[DATASET ENTRIES Boundary: Start]

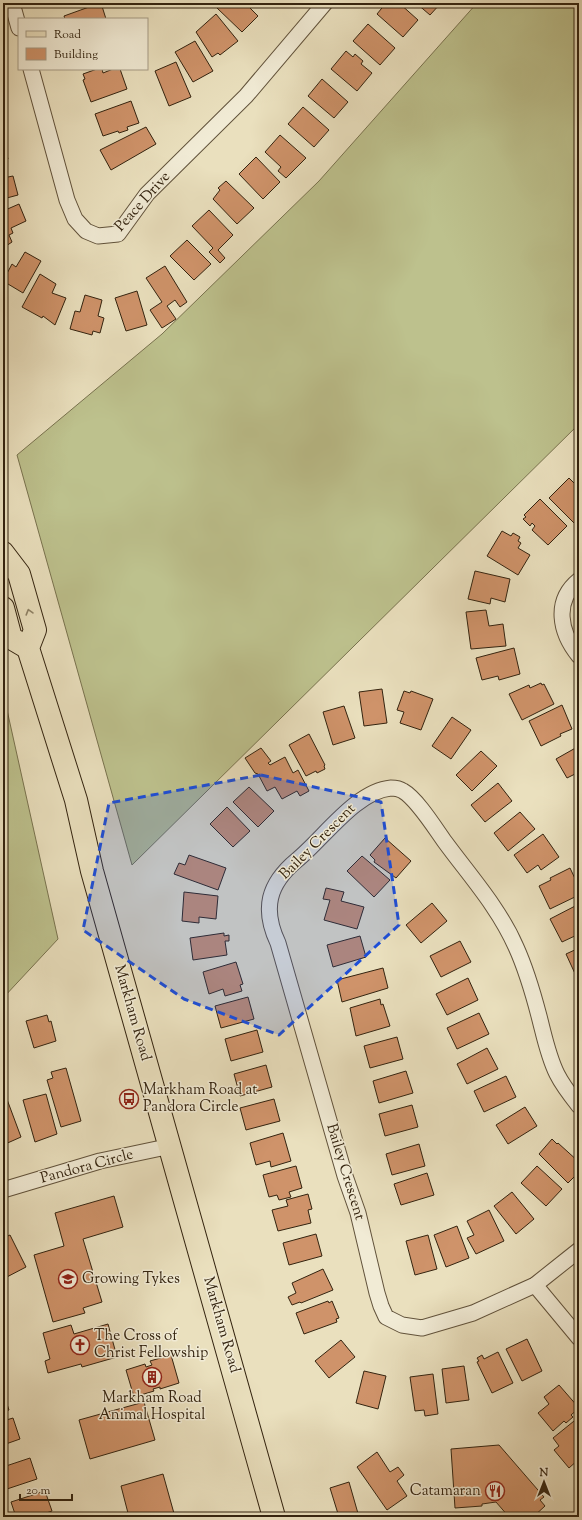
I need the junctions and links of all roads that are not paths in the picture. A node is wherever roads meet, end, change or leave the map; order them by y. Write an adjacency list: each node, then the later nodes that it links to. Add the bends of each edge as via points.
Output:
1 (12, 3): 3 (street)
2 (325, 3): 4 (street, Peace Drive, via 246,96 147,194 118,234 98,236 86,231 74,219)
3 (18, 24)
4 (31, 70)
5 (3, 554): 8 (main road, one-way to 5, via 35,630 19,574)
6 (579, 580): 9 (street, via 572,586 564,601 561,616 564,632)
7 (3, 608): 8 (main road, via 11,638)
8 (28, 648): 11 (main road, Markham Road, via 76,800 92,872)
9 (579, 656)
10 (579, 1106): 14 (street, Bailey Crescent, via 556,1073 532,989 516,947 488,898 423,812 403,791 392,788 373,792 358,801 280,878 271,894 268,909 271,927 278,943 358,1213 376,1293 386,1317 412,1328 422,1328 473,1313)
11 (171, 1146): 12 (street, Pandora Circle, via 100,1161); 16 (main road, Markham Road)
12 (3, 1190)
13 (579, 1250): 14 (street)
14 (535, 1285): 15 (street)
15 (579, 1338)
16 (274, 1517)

[DATASET ENTRIES Boundary: End]

• _EXERCISE DESCRIPTION_:
Pictures don't belong in the copy. Restate all the entries exactly.

• _EXERCISE SOLUTION_:
I need the junctions and links of all roads that are not paths in the picture. A node is wherever roads meet, end, change or leave the map; order them by y. Write an adjacency list: each node, then the later nodes that it links to. Add the bends of each edge as via points.
Output:
1 (12, 3): 3 (street)
2 (325, 3): 4 (street, Peace Drive, via 246,96 147,194 118,234 98,236 86,231 74,219)
3 (18, 24)
4 (31, 70)
5 (3, 554): 8 (main road, one-way to 5, via 35,630 19,574)
6 (579, 580): 9 (street, via 572,586 564,601 561,616 564,632)
7 (3, 608): 8 (main road, via 11,638)
8 (28, 648): 11 (main road, Markham Road, via 76,800 92,872)
9 (579, 656)
10 (579, 1106): 14 (street, Bailey Crescent, via 556,1073 532,989 516,947 488,898 423,812 403,791 392,788 373,792 358,801 280,878 271,894 268,909 271,927 278,943 358,1213 376,1293 386,1317 412,1328 422,1328 473,1313)
11 (171, 1146): 12 (street, Pandora Circle, via 100,1161); 16 (main road, Markham Road)
12 (3, 1190)
13 (579, 1250): 14 (street)
14 (535, 1285): 15 (street)
15 (579, 1338)
16 (274, 1517)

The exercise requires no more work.